2.2. Molecular techniques

2.2.1. General molecular techniques

Plasmids were designed using Benchling (www.benchling.com). All PCR reactions were performed using Phusion Flash High-Fidelity PCR Master Mix (Thermo Fisher Scientific, UK) and purified using the QIAquick® PCR purification kit (Qiagen, UK). Sanger sequencing was performed using the Lightrun service (GATC Biotech, Germany) and analysed using GATCViewer software. DNA was quantified using a Nanodrop 1000 (Thermo Fisher Scientific, USA).
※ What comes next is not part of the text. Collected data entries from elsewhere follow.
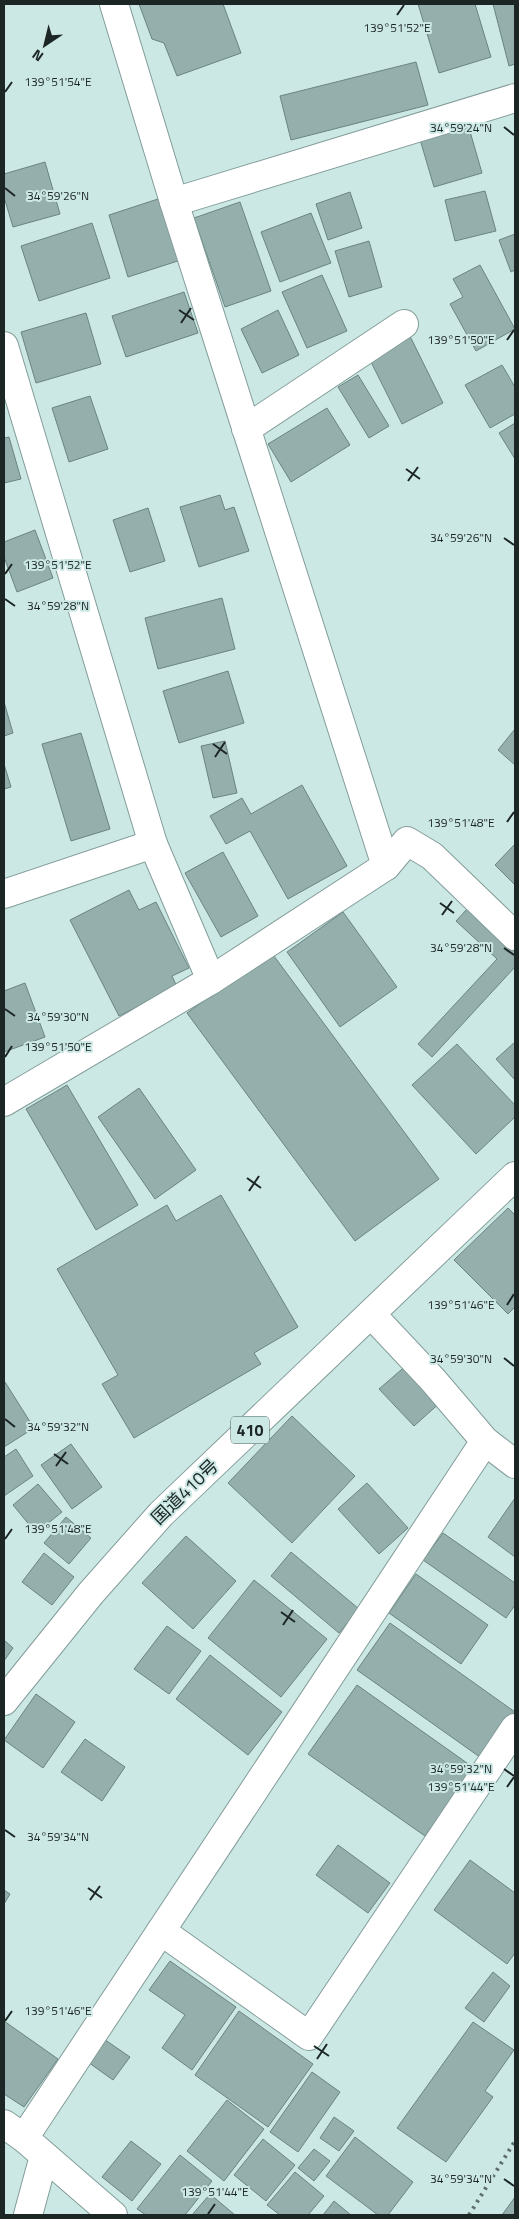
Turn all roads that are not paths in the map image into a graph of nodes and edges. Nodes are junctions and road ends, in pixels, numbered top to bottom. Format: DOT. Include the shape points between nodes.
graph roads {
  1 [pos="114,4"];
  2 [pos="515,98"];
  3 [pos="174,202"];
  4 [pos="404,324"];
  5 [pos="4,346"];
  6 [pos="246,429"];
  7 [pos="154,844"];
  8 [pos="386,866"];
  9 [pos="4,894"];
  10 [pos="515,936"];
  11 [pos="211,980"];
  12 [pos="4,1102"];
  13 [pos="515,1176"];
  14 [pos="371,1314"];
  15 [pos="485,1442"];
  16 [pos="515,1464"];
  17 [pos="4,1700"];
  18 [pos="515,1728"];
  19 [pos="161,1931"];
  20 [pos="24,2139"];
  21 [pos="28,2215"];
  22 [pos="113,2215"];
  1 -- 3 [label="main road"];
  2 -- 3 [label="main road"];
  3 -- 6 [label="main road"];
  4 -- 6 [label="main road"];
  5 -- 7 [label="main road"];
  6 -- 8 [label="main road"];
  7 -- 9 [label="main road"];
  7 -- 11 [label="main road"];
  8 -- 10 [label="main road" via="407,841 432,856"];
  8 -- 11 [label="main road"];
  11 -- 12 [label="main road"];
  13 -- 14 [label="main road, 国道410号 / 410"];
  14 -- 15 [label="main road"];
  14 -- 17 [label="main road, 国道410号 / 410" via="161,1514 91,1593"];
  15 -- 16 [label="main road"];
  15 -- 19 [label="main road"];
  18 -- 19 [label="main road" via="309,2036"];
  19 -- 20 [label="main road"];
  20 -- 21 [label="main road"];
  20 -- 22 [label="main road"];
}
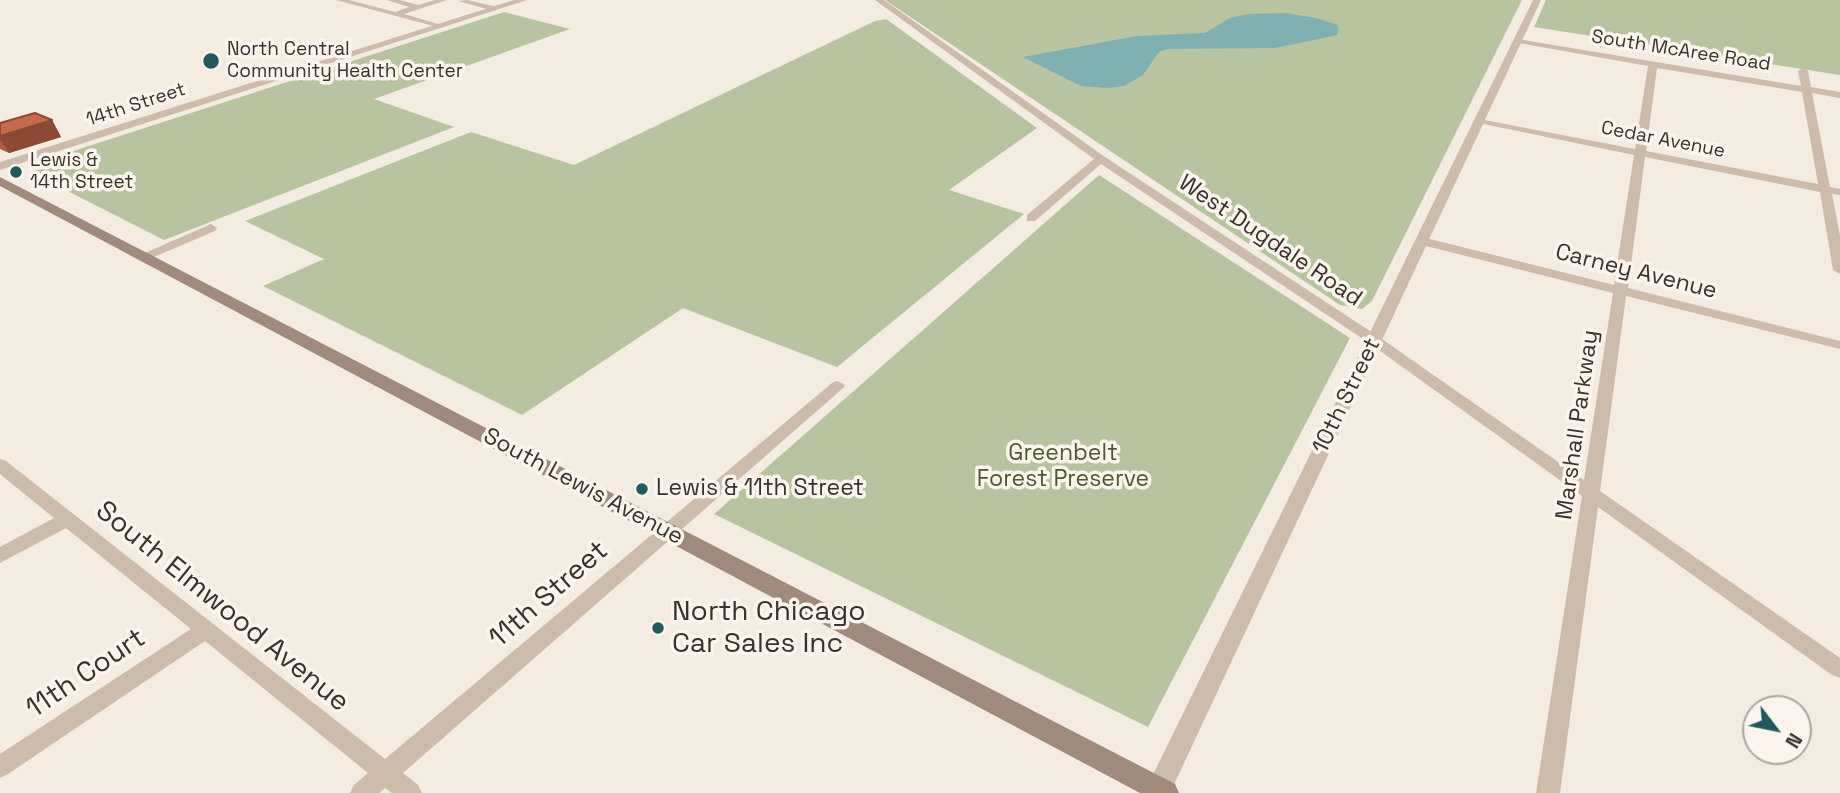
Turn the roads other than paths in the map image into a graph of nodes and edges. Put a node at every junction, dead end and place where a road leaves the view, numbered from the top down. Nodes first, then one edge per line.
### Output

2.2.2. Genomic DNA extraction

Fungal strains were grown overnight in liquid glucose minimal media at 37 °C and 200 rpm. Genomic DNA was extracted from the mycelium using the DNeasy Plant Mini Kit (Qiagen, Germany). Mycelia were disrupted in the presence of AP1 buffer, RNAse and glass beads using a FastPrep-24 (MP Biomedicals, UK) at max speed for 1 min. The kit DNA extraction procedure was subsequently followed.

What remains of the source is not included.